INPUT DATA:

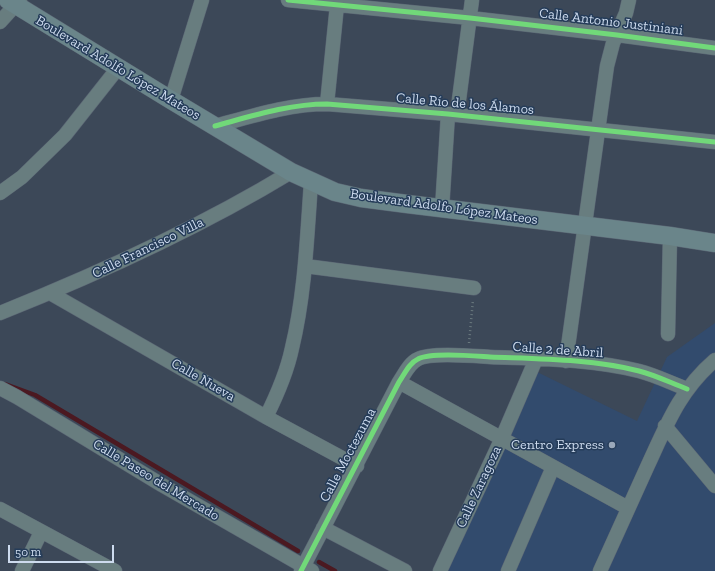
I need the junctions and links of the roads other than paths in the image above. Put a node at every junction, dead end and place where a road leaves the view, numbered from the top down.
1 (202, 0) edge
2 (288, 0) edge
3 (472, 0) edge
4 (629, 0) edge
5 (14, 2) edge
6 (337, 5) junction
7 (470, 18) junction
8 (0, 22) edge
9 (617, 34) junction
10 (715, 48) edge
11 (118, 68) junction
12 (171, 100) junction
13 (327, 104) junction
14 (453, 114) junction
15 (215, 126) junction
16 (599, 129) junction
17 (715, 142) edge
18 (291, 172) junction
19 (311, 182) junction
20 (0, 193) edge
21 (442, 209) junction
22 (584, 225) junction
23 (670, 236) junction
24 (715, 243) edge
25 (305, 266) junction
26 (474, 288) road end
27 (50, 293) junction
28 (0, 313) edge
29 (668, 334) dead end
30 (423, 356) joint
31 (536, 359) junction
32 (566, 360) junction
33 (714, 362) edge
34 (399, 382) junction
35 (0, 388) edge
36 (687, 389) junction
37 (266, 416) junction
38 (665, 426) junction
39 (502, 438) junction
40 (357, 466) junction
41 (553, 467) junction
42 (715, 486) edge
43 (628, 508) junction
44 (0, 509) edge
45 (323, 528) junction
46 (41, 532) junction
47 (305, 569) edge
48 (22, 571) edge
49 (115, 571) edge
50 (404, 571) edge
51 (440, 571) edge
52 (508, 571) edge
53 (600, 571) edge

1 - 12 street
2 - 6 street, Calle Antonio Justiniani
3 - 7 street
4 - 9 street
5 - 8 street
5 - 11 main road, Boulevard Adolfo López Mateos
6 - 7 street, Calle Antonio Justiniani
6 - 13 street
7 - 9 street, Calle Antonio Justiniani
7 - 14 street
9 - 10 street, Calle Antonio Justiniani
9 - 16 street
11 - 12 main road, Boulevard Adolfo López Mateos
11 - 20 street
12 - 15 main road, Boulevard Adolfo López Mateos
13 - 14 street, Calle Río de los Álamos
13 - 15 street, Calle Río de los Álamos
14 - 16 street, Calle Río de los Álamos
14 - 21 street
15 - 18 main road, Boulevard Adolfo López Mateos
16 - 17 street, Calle Río de los Álamos
16 - 22 street
18 - 19 main road, Boulevard Adolfo López Mateos
18 - 27 street, Calle Francisco Villa
19 - 21 main road, Boulevard Adolfo López Mateos
19 - 25 street
21 - 22 main road, Boulevard Adolfo López Mateos
22 - 23 main road, Boulevard Adolfo López Mateos
22 - 32 street
23 - 24 main road, Boulevard Adolfo López Mateos
23 - 29 street
25 - 26 street
25 - 37 street
27 - 28 street, Calle Francisco Villa
27 - 37 street, Calle Nueva
30 - 31 street, Calle 2 de Abril
30 - 34 street, Calle Moctezuma
31 - 32 street, Calle 2 de Abril
31 - 39 street, Calle Zaragoza
32 - 36 street, Calle 2 de Abril
33 - 36 street
34 - 39 street
34 - 40 street, Calle Moctezuma
35 - 47 street, Calle Paseo del Mercado
36 - 38 street
37 - 40 street, Calle Nueva
38 - 42 street
38 - 43 street
39 - 41 street
39 - 51 street, Calle Zaragoza
40 - 45 street, Calle Moctezuma
41 - 43 street
41 - 52 street
43 - 53 street
44 - 46 street
45 - 47 street, Calle Moctezuma
45 - 50 street
46 - 48 street
46 - 49 street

TASK BRIEF: Pick out and copy the lines of the material that include the word "López".

EXERCISE RESULT:
5 - 11 main road, Boulevard Adolfo López Mateos
11 - 12 main road, Boulevard Adolfo López Mateos
12 - 15 main road, Boulevard Adolfo López Mateos
15 - 18 main road, Boulevard Adolfo López Mateos
18 - 19 main road, Boulevard Adolfo López Mateos
19 - 21 main road, Boulevard Adolfo López Mateos
21 - 22 main road, Boulevard Adolfo López Mateos
22 - 23 main road, Boulevard Adolfo López Mateos
23 - 24 main road, Boulevard Adolfo López Mateos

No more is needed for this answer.